All this is accompanied by a number of persistent misunderstandings that have been circulating on the internet and in the mainstream media for six years now. In this article, I want to try to debunk some of the most persistant misunderstandings. I will also try to create a little more understanding for the actual situation in China. When evaluating China’s social credit systems – spoiler: there are several! – we are making the mistake of looking at it through a Western lens and from the context of our own societies. But China is not the west…

Note that in this article I do not attempt to criticize or defend the social credit system. Instead I try to introduce some necessary nuances.

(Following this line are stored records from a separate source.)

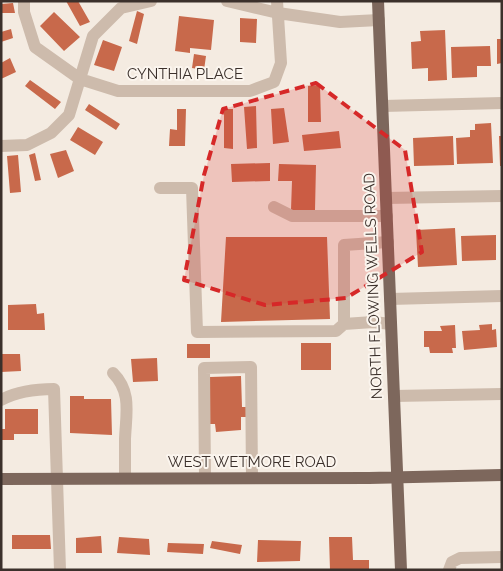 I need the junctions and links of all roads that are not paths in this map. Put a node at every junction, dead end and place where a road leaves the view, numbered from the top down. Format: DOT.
graph roads {
  1 [pos="24,1"];
  2 [pos="151,1"];
  3 [pos="227,1"];
  4 [pos="378,1"];
  5 [pos="277,7"];
  6 [pos="379,20"];
  7 [pos="80,79"];
  8 [pos="502,103"];
  9 [pos="382,106"];
  10 [pos="1,146"];
  11 [pos="160,188"];
  12 [pos="502,196"];
  13 [pos="386,198"];
  14 [pos="274,207"];
  15 [pos="387,216"];
  16 [pos="388,242"];
  17 [pos="502,296"];
  18 [pos="390,299"];
  19 [pos="344,324"];
  20 [pos="392,324"];
  21 [pos="112,373"];
  22 [pos="502,394"];
  23 [pos="394,396"];
  24 [pos="1,400"];
  25 [pos="502,475"];
  26 [pos="1,478"];
  27 [pos="57,478"];
  28 [pos="125,478"];
  29 [pos="205,478"];
  30 [pos="252,478"];
  31 [pos="397,478"];
  32 [pos="502,557"];
  33 [pos="60,570"];
  34 [pos="401,570"];
  35 [pos="449,570"];
  1 -- 7 [label="street, CYNTHIA PLACE"];
  2 -- 7 [label="street"];
  3 -- 5 [label="street"];
  4 -- 6 [label="main road, NORTH FLOWING WELLS ROAD"];
  5 -- 6 [label="street"];
  5 -- 7 [label="street, CYNTHIA PLACE"];
  6 -- 9 [label="main road, NORTH FLOWING WELLS ROAD"];
  7 -- 10 [label="street"];
  8 -- 9 [label="street"];
  9 -- 13 [label="main road, NORTH FLOWING WELLS ROAD"];
  11 -- 19 [label="street"];
  12 -- 13 [label="street"];
  13 -- 15 [label="main road, NORTH FLOWING WELLS ROAD"];
  14 -- 15 [label="street"];
  15 -- 16 [label="main road, NORTH FLOWING WELLS ROAD"];
  16 -- 18 [label="main road, NORTH FLOWING WELLS ROAD"];
  16 -- 19 [label="street"];
  17 -- 18 [label="street"];
  18 -- 20 [label="main road, NORTH FLOWING WELLS ROAD"];
  19 -- 20 [label="street"];
  20 -- 23 [label="main road, NORTH FLOWING WELLS ROAD"];
  21 -- 28 [label="street"];
  22 -- 23 [label="street"];
  23 -- 31 [label="main road, NORTH FLOWING WELLS ROAD"];
  24 -- 27 [label="street"];
  25 -- 31 [label="main road, WEST WETMORE ROAD"];
  26 -- 27 [label="main road, WEST WETMORE ROAD"];
  27 -- 28 [label="main road, WEST WETMORE ROAD"];
  27 -- 33 [label="street"];
  28 -- 29 [label="main road, WEST WETMORE ROAD"];
  29 -- 30 [label="main road, WEST WETMORE ROAD"];
  29 -- 30 [label="street"];
  30 -- 31 [label="main road, WEST WETMORE ROAD"];
  31 -- 34 [label="main road, NORTH FLOWING WELLS ROAD"];
  32 -- 35 [label="street"];
}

Misconception 1: There is one social credit system

The biggest misconception is that there is only one central social credit system. This in turn leads to various other misuncerstandings when characteristics of one system are projected as something that his happening everywhere within China. Simply put, there are two groups of systems. To emphasize the difference between the two, I personally tend to refer to financial credit system and social management system even though you might not find that terminology and distinction clearly stated in China.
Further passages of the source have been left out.